MATERIALS PROVIDED:
------------------------

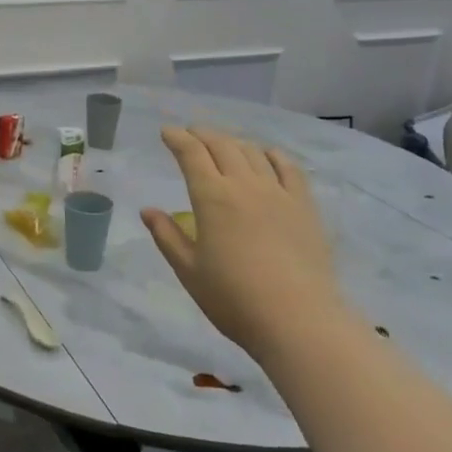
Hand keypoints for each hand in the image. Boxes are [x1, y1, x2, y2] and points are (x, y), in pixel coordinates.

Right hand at [141, 127, 344, 366]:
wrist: (298, 319)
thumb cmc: (234, 299)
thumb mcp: (189, 271)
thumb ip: (167, 236)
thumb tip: (148, 210)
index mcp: (212, 198)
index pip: (192, 154)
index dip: (177, 138)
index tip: (167, 132)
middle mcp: (244, 185)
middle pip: (222, 145)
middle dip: (203, 134)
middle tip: (191, 134)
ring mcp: (278, 192)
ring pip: (253, 152)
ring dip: (233, 142)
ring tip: (224, 144)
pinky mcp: (304, 206)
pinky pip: (288, 168)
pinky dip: (273, 155)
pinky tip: (267, 155)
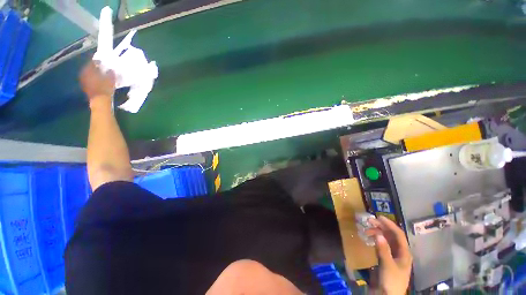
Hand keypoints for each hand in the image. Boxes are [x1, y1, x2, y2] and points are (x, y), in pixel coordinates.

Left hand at [79, 61, 115, 105]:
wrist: (100, 101)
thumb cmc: (105, 88)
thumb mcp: (111, 79)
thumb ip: (110, 72)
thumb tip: (110, 69)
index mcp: (89, 69)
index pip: (92, 62)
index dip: (98, 61)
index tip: (103, 62)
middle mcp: (84, 73)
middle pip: (89, 68)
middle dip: (94, 67)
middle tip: (101, 67)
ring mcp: (83, 80)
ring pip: (88, 74)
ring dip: (93, 73)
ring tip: (99, 74)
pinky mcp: (85, 87)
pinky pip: (88, 79)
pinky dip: (92, 78)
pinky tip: (97, 80)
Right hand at [368, 216, 411, 294]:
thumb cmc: (391, 281)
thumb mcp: (388, 265)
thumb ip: (384, 250)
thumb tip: (378, 234)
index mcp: (404, 253)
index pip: (398, 235)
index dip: (389, 224)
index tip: (378, 217)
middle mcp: (399, 252)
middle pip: (391, 235)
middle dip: (381, 227)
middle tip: (368, 221)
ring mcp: (392, 255)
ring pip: (385, 239)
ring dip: (377, 232)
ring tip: (366, 229)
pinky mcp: (385, 258)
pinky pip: (380, 245)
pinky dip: (375, 239)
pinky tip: (368, 237)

------------------------

YOUR TASK:
Output the lines above between the one holding "wrist: (100, 101)" and the one holding "ring dip: (377, 232)", inclusive, with nothing before or after them.

EXERCISE RESPONSE:
wrist: (100, 101)
thumb cmc: (105, 88)
thumb mcp: (111, 79)
thumb ip: (110, 72)
thumb tip: (110, 69)
index mcp: (89, 69)
index pip: (92, 62)
index dip: (98, 61)
index tip: (103, 62)
middle mcp: (84, 73)
middle pip: (89, 68)
middle dip: (94, 67)
middle tip: (101, 67)
ring mcp: (83, 80)
ring pip: (88, 74)
ring dip: (93, 73)
ring tip: (99, 74)
pinky mcp: (85, 87)
pinky pip: (88, 79)
pinky dip: (92, 78)
pinky tip: (97, 80)
Right hand at [368, 216, 411, 294]:
thumb cmc: (391, 281)
thumb mcp: (388, 265)
thumb ip: (384, 250)
thumb tip: (378, 234)
index mcp: (404, 253)
index pip: (398, 235)
index dip: (389, 224)
index tip: (378, 217)
middle mcp: (399, 252)
middle pip: (391, 235)
middle dip: (381, 227)
middle tip: (368, 221)
ring mcp: (392, 255)
ring pip: (385, 239)
ring dip: (377, 232)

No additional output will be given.